Icecrypt is a brand hitherto known for its satellite output but, with switchover gathering pace, it has turned its attention to the Freeview market with the T5000 mid-priced Freeview adapter.
Build quality is better than the average Freeview adapter.
Its compact black casing is fronted by a green LED display that shows the number of the channel you're tuned to, alongside indicators showing if you are currently 'locked' to the channel you're watching and whether the receiver is in standby.Alongside are buttons for power and changing channels.
In contrast, the remote is rather plain-looking but has a familiar button arrangement that's generally easy to follow save for the odd quirk whereby what's indicated on screen isn't always mirrored on the handset ('page +/-', for example, is actually activated by pressing arrow buttons).
A UHF loopthrough on the rear enables you to pipe the terrestrial signal to your other TV receiving kit and a modulator is included for using the adapter on TVs with few or no Scart sockets.
Twin Scarts see RGB and composite supported on the TV Scart while the second can be used to make timed recordings to a VCR or DVD recorder. There's an S/PDIF output but no phono option for analogue die-hards.
As far as software goes, the T5000 has an air of its satellite siblings about it. Indeed, while most will doubtless stick with the automatic scanning option, you can search for individual channels if you prefer by channel or frequency, with signal strength and quality bars provided.
Channels are accessed from a central list that can be toggled to show TV (whereupon the current channel is displayed in the top-right of the screen) or radio only. They can be deleted, sorted by A-Z, Z-A or into FTA-only, organised into one of eight renameable groups (e.g. favourites lists) and PIN-locked.
As mentioned, you can also lock the adapter to a specific channel. The full-screen EPG (oddly not covered in the manual) is an acquired taste, being a full-screen effort split into three parts which you skip between by pressing a number on the remote.

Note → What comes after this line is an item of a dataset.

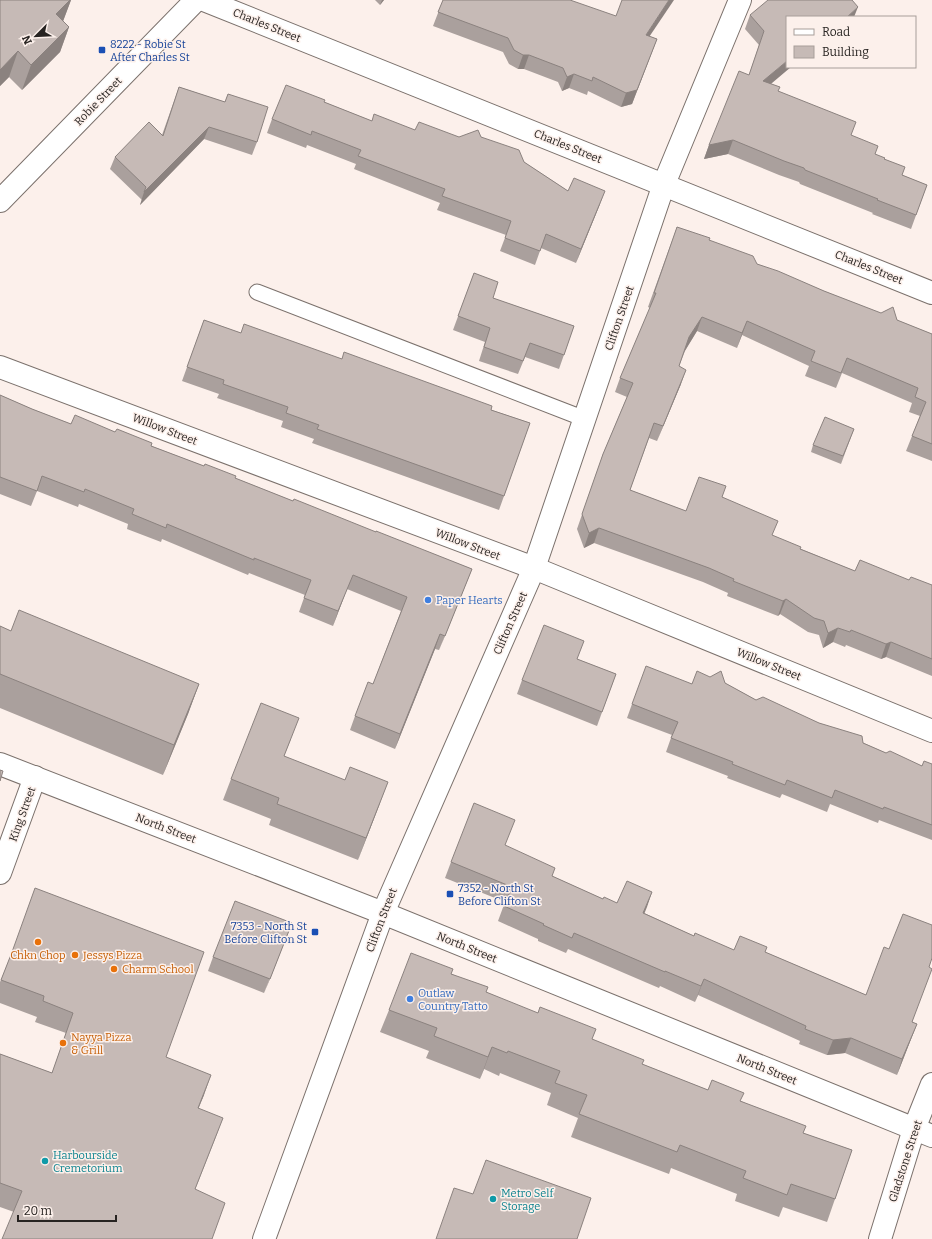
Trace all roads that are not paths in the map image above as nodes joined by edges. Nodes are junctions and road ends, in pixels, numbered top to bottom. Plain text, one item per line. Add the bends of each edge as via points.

Six channels at a time are listed in the top left and selecting a channel brings up now-and-next programme information in the top right.
Shown underneath is a full list of programmes for the rest of the day where you can skip ahead to see what's on subsequent days. You can also bring up synopses.
Strangely, the latter is not possible from the information bar – pressing 'Info' brings up a lot of technical information instead, which will keep installers happy at least.
An eight-event timer has once, daily, weekly and monthly repeat options, and there's a sleep timer.
The TF5000's tuner appears to be very sensitive and we had no trouble pulling in all Freeview channels available in our Central London test location.
However, picture performance is decidedly average – especially on large-screen (above 32in) TVs where even images outputted in RGB can be a tad soft and palelooking. That said, audio is crisp via Scart (providing your TV's speakers are up to scratch, of course) and the digital audio output.
Red button text and interactive services are supported and take only seconds to load. You can alter the style and transparency of the onscreen display and there are three games to play – Tetris, Snake and Othello – overlaid on the current channel.